Friday, March 13, 2009

Flash Fiction Friday

This is not a regular feature, I just thought that sounded appropriate since I'm posting a flash fiction piece for an online group I belong to. I'd appreciate your feedback!

The Red Ticket

"Twenty on red! Twenty on red!" The pale-faced man waved a note at the attendant. Kicking aside an empty beer bottle, he leaned over the men next to him and stretched his arm into the aisle, oblivious to the stares.

Arthritic fingers curled around the bill, then scribbled on a scrap of red paper and shoved it at the man. Others grabbed at his sleeve but he brushed them off. "Bettin's closed. Fight's about to start." Pushing through the crowd, he waved at the referee.

A bell sounded and the crowd erupted.

The contender in the red corner rushed to the center of the ring, nervous energy rolling down his back.

His opponent approached more slowly. He looked from side to side, then took a cautious step back, but his trainer picked him up and threw him into the center.

A man with a blue ticket leaned over the low wall. "Hurry up, Blondie! What you waiting for?" he yelled at the fair-colored opponent.

Red stepped closer, then leapt into the air. Light flashed off the knife strapped to his claw, and an arc of blood streamed across the ring.

Blondie stumbled, and Red jumped once more, landing on Blondie's back. The dirt beneath them pooled with blood, but Blondie tossed Red aside and scurried to the corner.

The crowd screamed.

The trainer stepped forward and nudged Blondie with a scuffed boot, while Red threw back his head and crowed, the clear sound echoing off the walls.

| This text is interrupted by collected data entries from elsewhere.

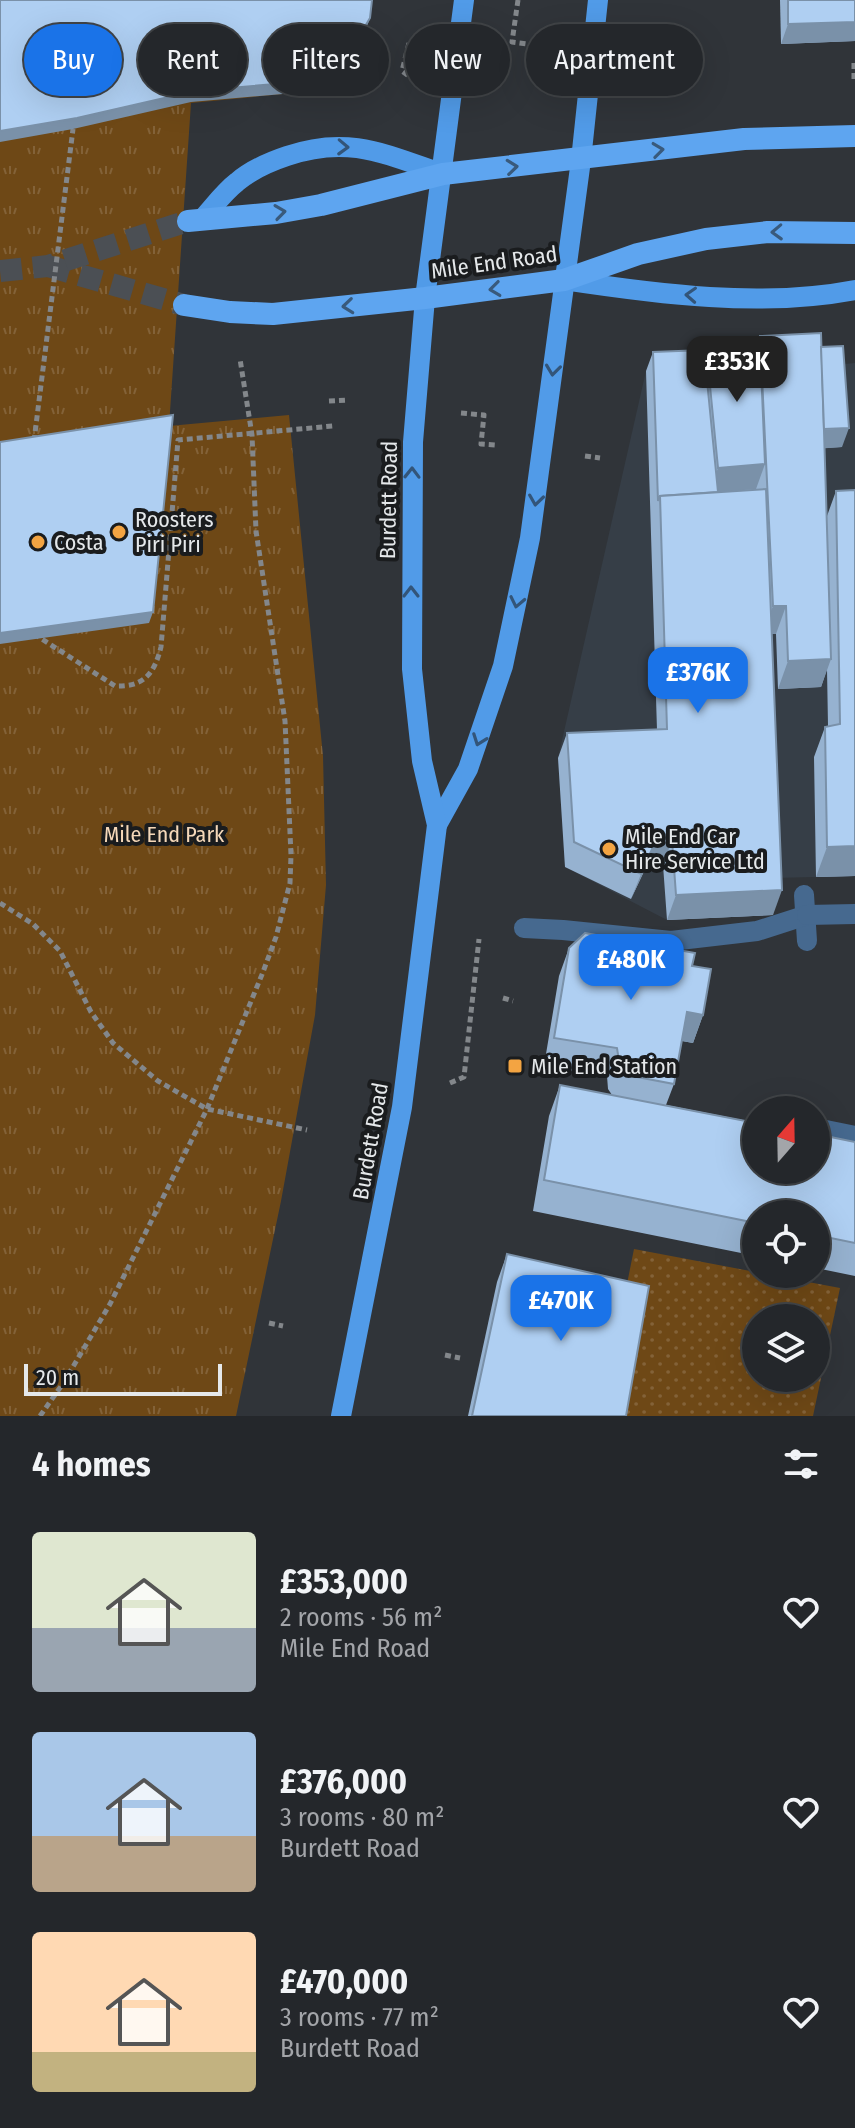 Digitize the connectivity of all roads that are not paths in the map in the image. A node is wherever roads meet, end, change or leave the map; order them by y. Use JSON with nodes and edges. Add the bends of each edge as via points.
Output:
{"nodes":[{"id":1,"x":464,"y":0,"type":"edge"},
{"id":2,"x":598,"y":0,"type":"edge"},
{"id":3,"x":855,"y":136,"type":"edge"},
{"id":4,"x":581,"y":160,"type":"junction"},
{"id":5,"x":443,"y":174,"type":"junction"},
{"id":6,"x":196,"y":220,"type":"joint"},
{"id":7,"x":855,"y":233,"type":"edge"},
{"id":8,"x":564,"y":280,"type":"junction"},
{"id":9,"x":855,"y":290,"type":"edge"},
{"id":10,"x":425,"y":298,"type":"junction"},
{"id":11,"x":184,"y":305,"type":"tunnel mouth"},
{"id":12,"x":437,"y":825,"type":"junction"},
{"id":13,"x":806,"y":905,"type":"junction"},
{"id":14,"x":855,"y":914,"type":"edge"},
{"id":15,"x":524,"y":928,"type":"dead end"},
{"id":16,"x":807,"y":941,"type":"dead end"},
{"id":17,"x":830,"y":1131,"type":"edge"},
{"id":18,"x":855,"y":1136,"type":"edge"},
{"id":19,"x":341,"y":1416,"type":"edge"}],
"edges":[{"from":1,"to":5,"type":"main road","name":"Burdett Road"},
{"from":2,"to":4,"type":"main road","name":"Burdett Road"},
{"from":4,"to":3,"type":"highway","one_way":true,"via":[[744,139]]},
{"from":5,"to":4,"type":"highway","one_way":true},
{"from":4,"to":8,"type":"main road","name":"Burdett Road"},
{"from":6,"to":5,"type":"highway","one_way":true,"via":[[321,205]]},
{"from":6,"to":5,"type":"main road","one_way":true,"via":[[237,181],[267,163],[308,149],[343,145],[376,151]]},
{"from":5,"to":10,"type":"main road","name":"Burdett Road"},
{"from":7,"to":8,"type":"highway","name":"Mile End Road","one_way":true,"via":[[768,232],[706,239],[638,254]]},
{"from":9,"to":8,"type":"main road","one_way":true,"via":[[718,296]]},
{"from":8,"to":10,"type":"highway","name":"Mile End Road","one_way":true},
{"from":8,"to":12,"type":"main road","name":"Burdett Road","one_way":true,"via":[[530,538],[503,666],[468,769]]},
{"from":10,"to":11,"type":"highway","name":"Mile End Road","one_way":true,"via":[[273,314]]},
{"from":12,"to":10,"type":"main road","name":"Burdett Road","one_way":true,"via":[[422,761],[412,669],[414,409]]},
{"from":12,"to":19,"type":"main road","name":"Burdett Road","via":[[402,1107]]},
{"from":13,"to":14,"type":"street"},
{"from":13,"to":15,"type":"street","via":[[757,931],[671,941]]},
{"from":13,"to":16,"type":"street"},
{"from":17,"to":18,"type":"street"}]} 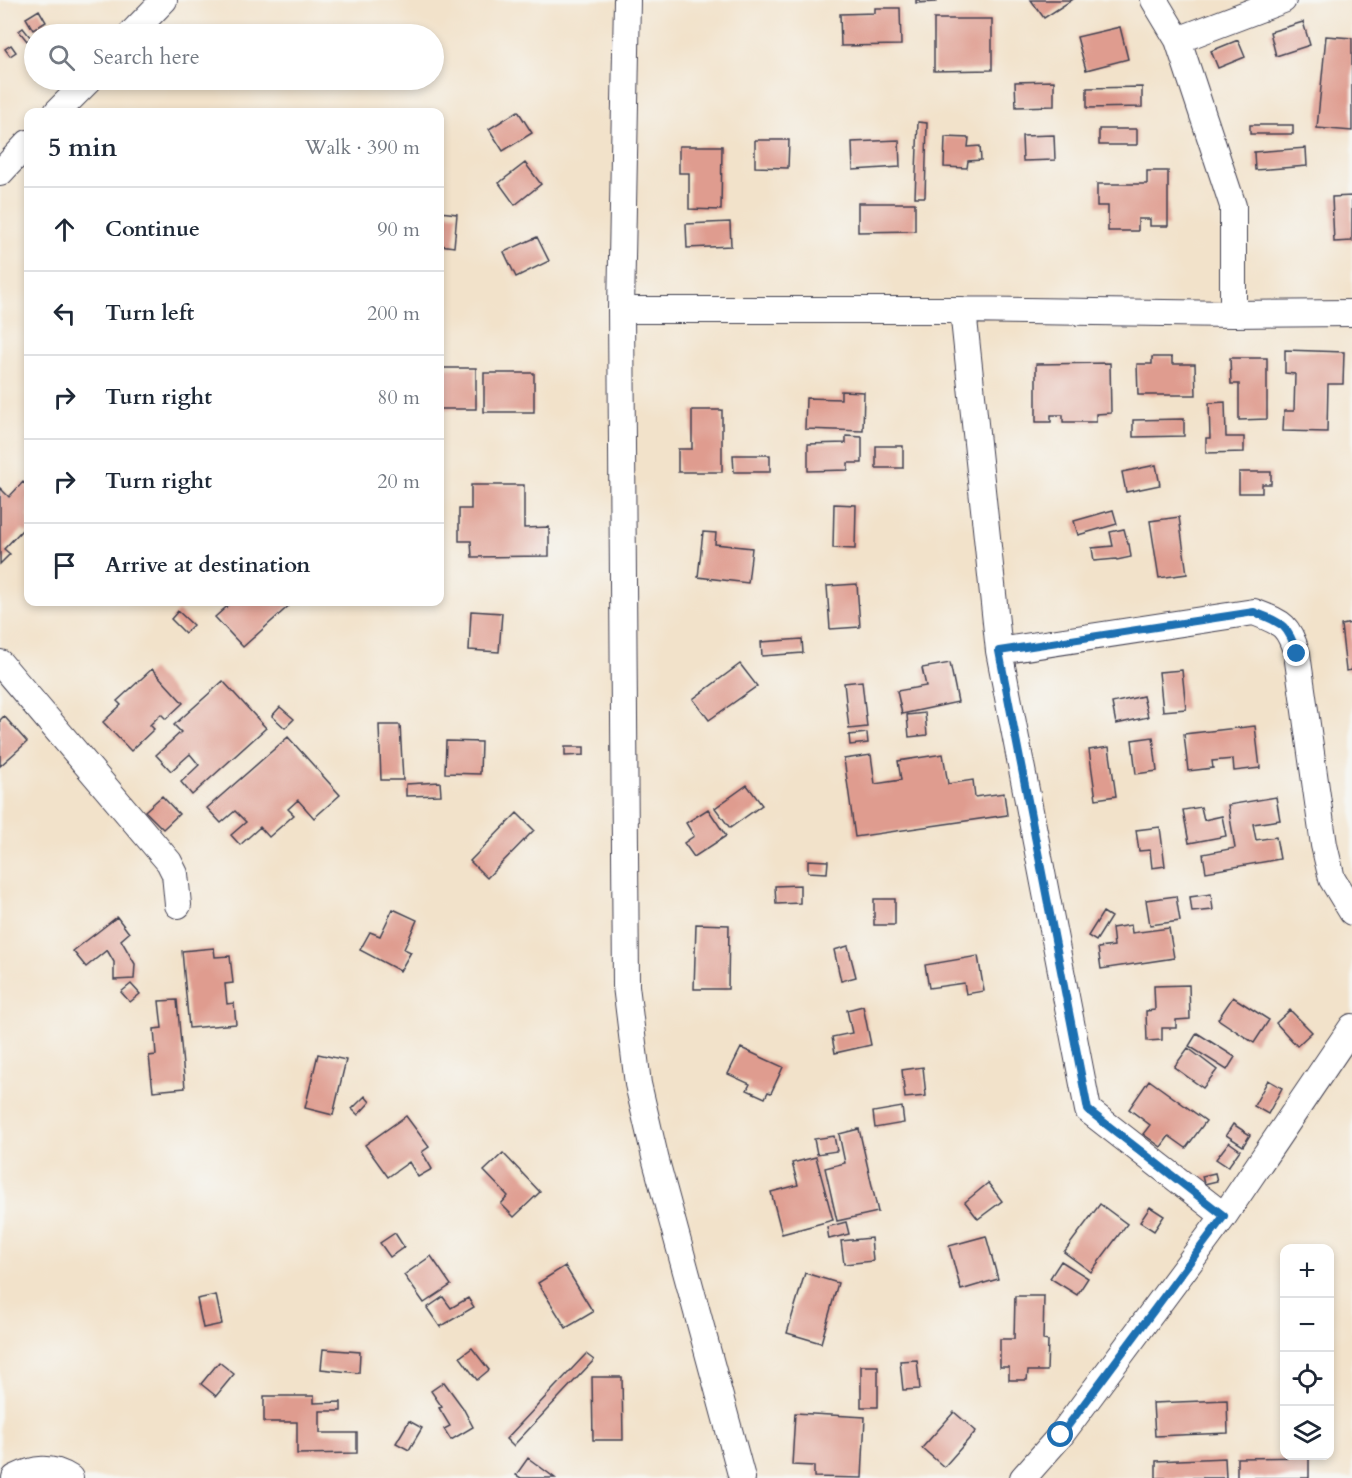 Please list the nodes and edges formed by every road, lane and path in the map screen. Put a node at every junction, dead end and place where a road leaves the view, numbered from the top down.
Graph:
1 (164, 0) edge
2 (627, 0) edge
3 (1154, 0) edge
4 (1283, 0) edge
5 (141, 24) edge
6 (1178, 40) junction
7 (78, 90) edge
8 (61, 108) edge
9 (24, 147) edge
10 (0, 173) edge
11 (621, 310) junction
12 (963, 310) junction
13 (1352, 313) edge
14 (1233, 314) junction
15 (999, 651) junction
16 (0, 663) edge
17 (178, 905) dead end
18 (1352, 912) edge
19 (1352, 1027) edge
20 (1224, 1216) junction
21 (15, 1478) edge
22 (70, 1478) edge
23 (742, 1478) edge
24 (1023, 1478) edge

1 - 5 street
2 - 11 street
3 - 6 street
4 - 6 street
6 - 14 street
7 - 8 street
9 - 10 street
11 - 12 street
11 - 23 street
12 - 14 street
12 - 15 street
13 - 14 street
15 - 18 street
15 - 20 street
16 - 17 street
19 - 20 street
20 - 24 street
21 - 22 street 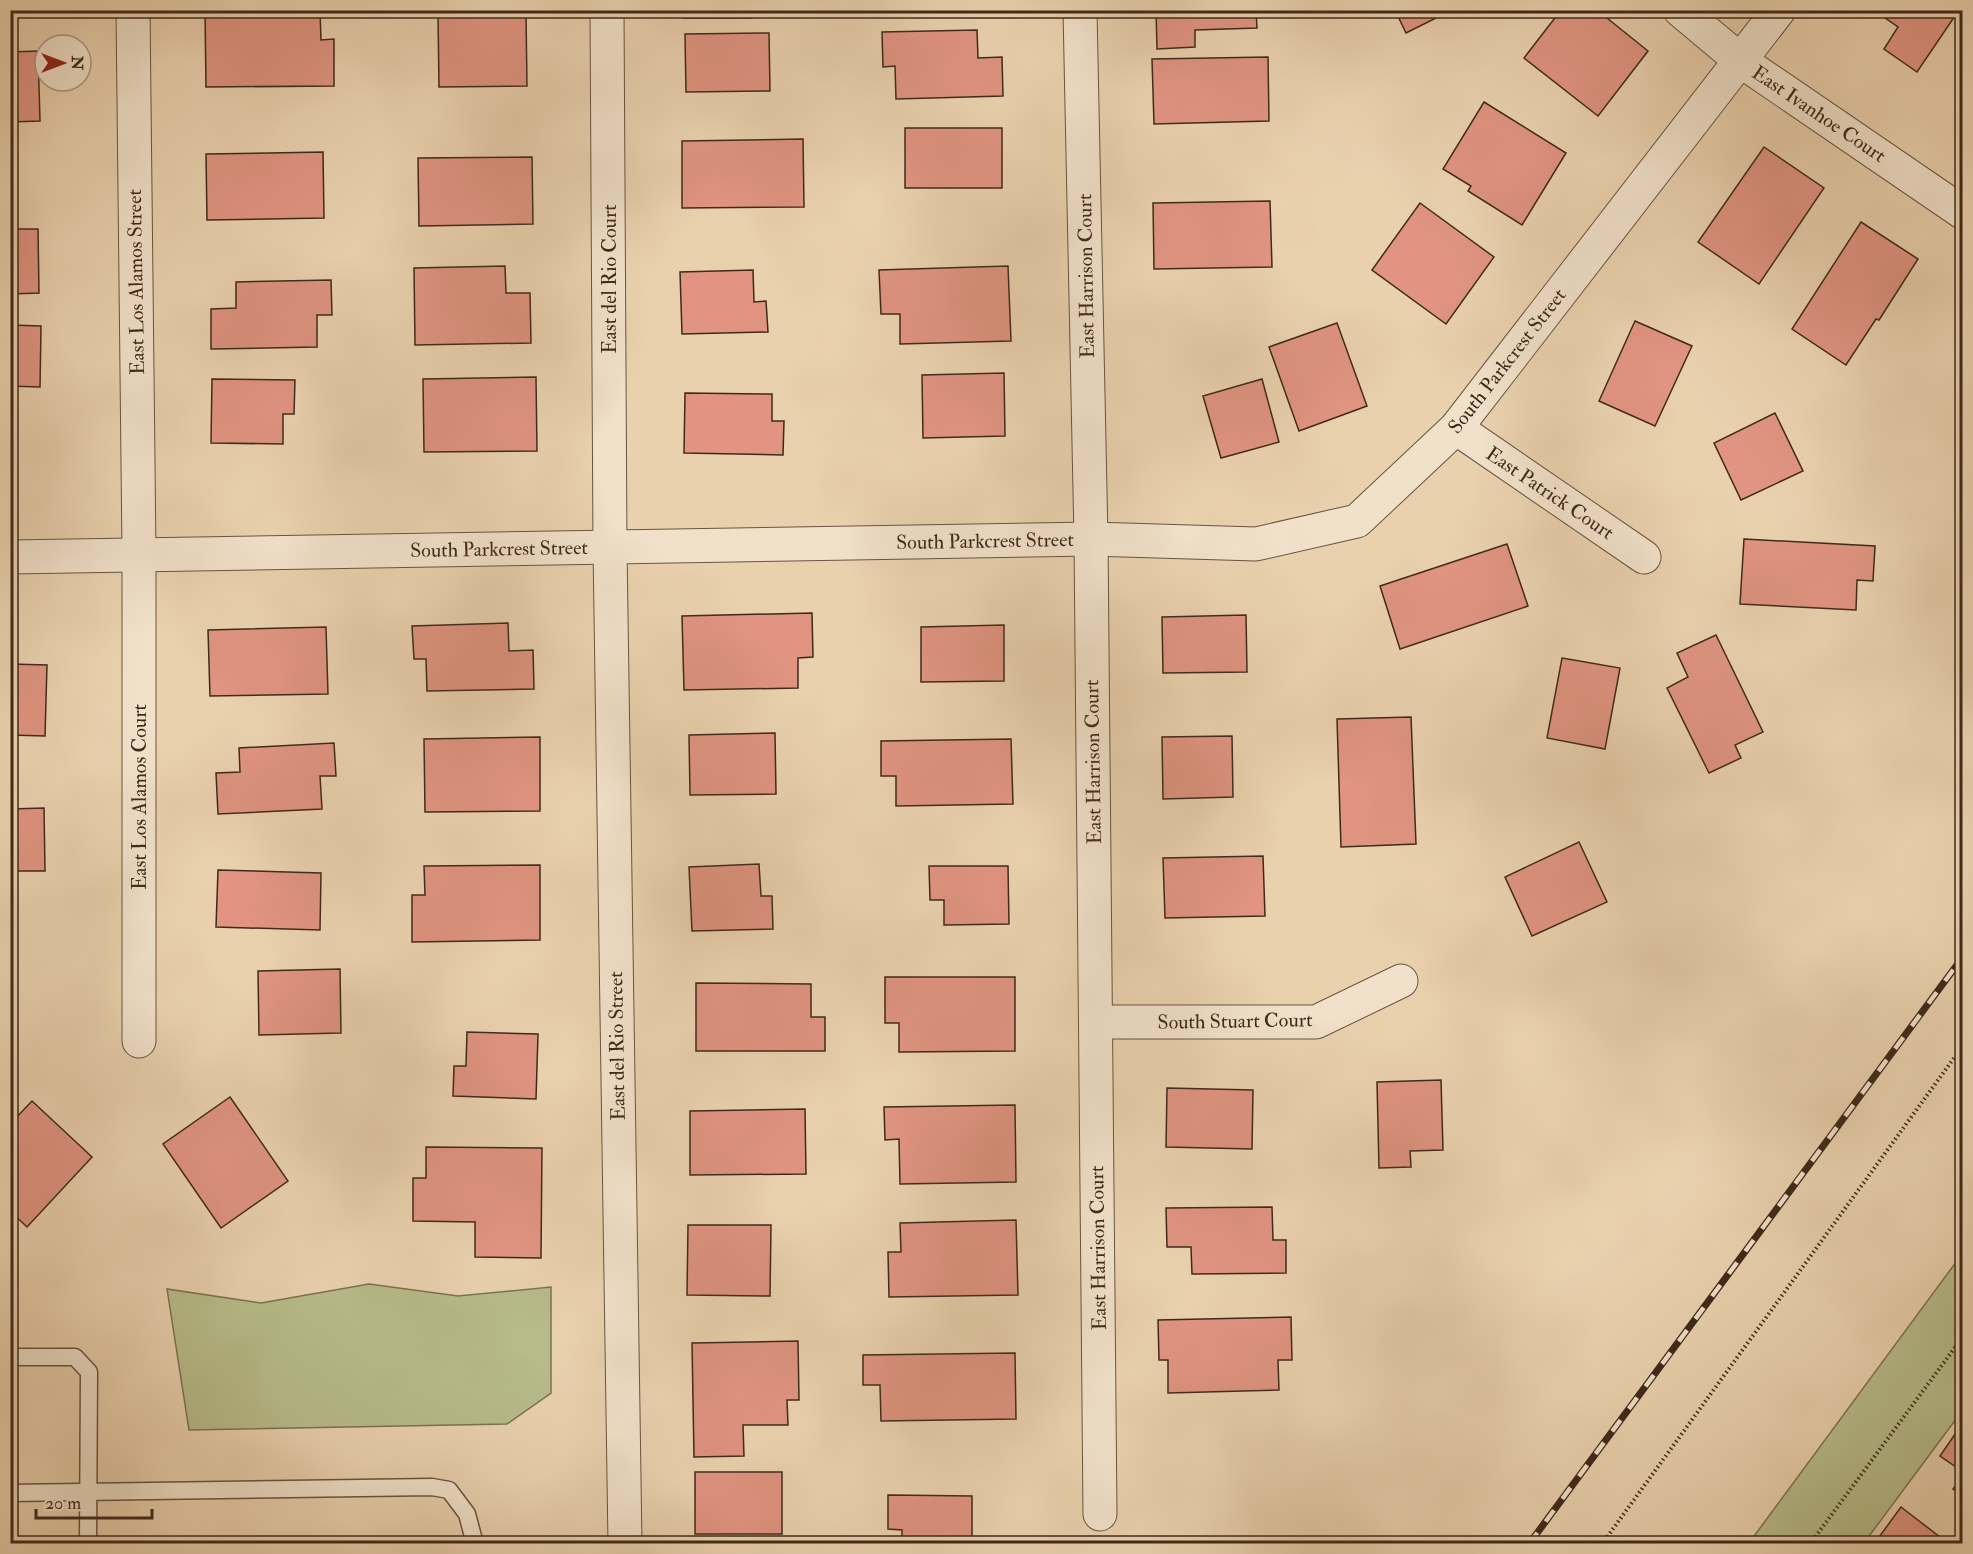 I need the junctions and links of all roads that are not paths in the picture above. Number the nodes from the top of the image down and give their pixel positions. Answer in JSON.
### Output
{"nodes":[{"id":1,"x":133,"y":10,"type":"edge"},
{"id":2,"x":607,"y":10,"type":"edge"},
{"id":3,"x":1080,"y":10,"type":"edge"},
{"id":4,"x":1680,"y":10,"type":"edge"},
{"id":5,"x":1779,"y":10,"type":"edge"},
{"id":6,"x":1741,"y":61,"type":"junction"},
{"id":7,"x":1962,"y":213,"type":"edge"},
{"id":8,"x":1456,"y":428,"type":"junction"},
{"id":9,"x":1091,"y":539,"type":"junction"},
{"id":10,"x":610,"y":548,"type":"junction"},
{"id":11,"x":139,"y":553,"type":"junction"},
{"id":12,"x":10,"y":557,"type":"edge"},
{"id":13,"x":1644,"y":557,"type":"dead end"},
{"id":14,"x":1401,"y":981,"type":"dead end"},
{"id":15,"x":1096,"y":1022,"type":"junction"},
{"id":16,"x":139,"y":1041,"type":"dead end"},
{"id":17,"x":10,"y":1357,"type":"edge"},
{"id":18,"x":87,"y":1492,"type":"junction"},
{"id":19,"x":10,"y":1493,"type":"edge"},
{"id":20,"x":1100,"y":1514,"type":"dead end"},
{"id":21,"x":88,"y":1544,"type":"edge"},
{"id":22,"x":475,"y":1544,"type":"edge"},
{"id":23,"x":624,"y":1544,"type":"edge"}],
"edges":[{"from":1,"to":11,"type":"street","name":"East Los Alamos Street"},
{"from":2,"to":10,"type":"street","name":"East del Rio Court"},
{"from":3,"to":9,"type":"street","name":"East Harrison Court"},
{"from":4,"to":6,"type":"street","name":"East Ivanhoe Court"},
{"from":5,"to":6,"type":"street","name":"South Parkcrest Street"},
{"from":6,"to":7,"type":"street","name":"East Ivanhoe Court"},
{"from":6,"to":8,"type":"street","name":"South Parkcrest Street"},
{"from":8,"to":9,"type":"street","name":"South Parkcrest Street"},
{"from":8,"to":13,"type":"street","name":"East Patrick Court"},
{"from":9,"to":10,"type":"street","name":"South Parkcrest Street"},
{"from":9,"to":15,"type":"street","name":"East Harrison Court"},
{"from":10,"to":11,"type":"street","name":"South Parkcrest Street"},
{"from":10,"to":23,"type":"street","name":"East del Rio Street"},
{"from":11,"to":12,"type":"street","name":"South Parkcrest Street"},
{"from":11,"to":16,"type":"street","name":"East Los Alamos Court"},
{"from":14,"to":15,"type":"street","name":"South Stuart Court"},
{"from":15,"to":20,"type":"street","name":"East Harrison Court"},
{"from":17,"to":18,"type":"lane"},
{"from":18,"to":19,"type":"lane"},
{"from":18,"to":21,"type":"lane"},
{"from":18,"to":22,"type":"lane"}]}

Blondie straightened, ready for more.

They faced each other, feinting from side to side. Forward and back. A moment's pause, and Red rushed forward, but this time Blondie dodged the attack. He jumped and swung, his blade connecting with the tough muscles shielding Red's back.

The crowd pressed closer, thirsty for more. Drops of blood splattered the dirt, but Red didn't pause. He lowered his head and dove at Blondie, claws flying.

A strangled cry rose over the cheers, and a cloud of dust lingered in the air when Blondie fell to his side.

The man with the red ticket held his breath. It wasn't a large bet – he'd certainly risked more on lesser fights – but his pulse quickened all the same. His gaze focused not on Red, whose chest puffed while his trainer checked his wraps, but at Blondie. Did he have the will to keep fighting?

A quiver of feathers and a cheer from the men gave him his answer. Blondie wobbled to his feet and called to the crowd. His crow wasn't as forceful as Red's, but it got his opponent's attention.

They returned to their dance, each moving in time with the other, their movements slowing as the minutes ticked by.

"Come on!"

"I paid to see a fight!"

The trainers inched into the ring, but didn't interfere. The fighters knew the signal. Each leapt towards the other, knives flashing.

They collided mid-air.

Their bodies fell as one, crashing to the dirt with a whoosh of air.

One moment passed, then two.

A steady crow broke the silence. Blond feathers rustled, then fell to the side as Red stood and paced the ring. Red's trainer rushed forward and held him aloft for a victory lap, indifferent to the drops of blood that stained his shirt.

While the crowd cheered, the attendant hustled through the bodies to collect the winning tickets.

The pale man wiped his brow and waved his scrap of paper. As the attendant moved closer, the losing trainer knelt beside Blondie and rested a hand on his chest. A shadow darkened his face, and he looked into the crowd. Several men laughed and blue tickets rained onto the dirt floor. He swatted them away, then jerked to his feet, pulling Blondie with him. The lifeless body dangled against his legs, leaving a trail of blood in his path.

The attendant pressed a bill in the pale man's hand. A hundred note.

"Congratulations." Someone clapped his shoulder.

He smiled, weak now that the rush had passed. "It's too bad about the blond one. I hate to see the animals die."

The men near him laughed. They came for the blood; death was inconsequential.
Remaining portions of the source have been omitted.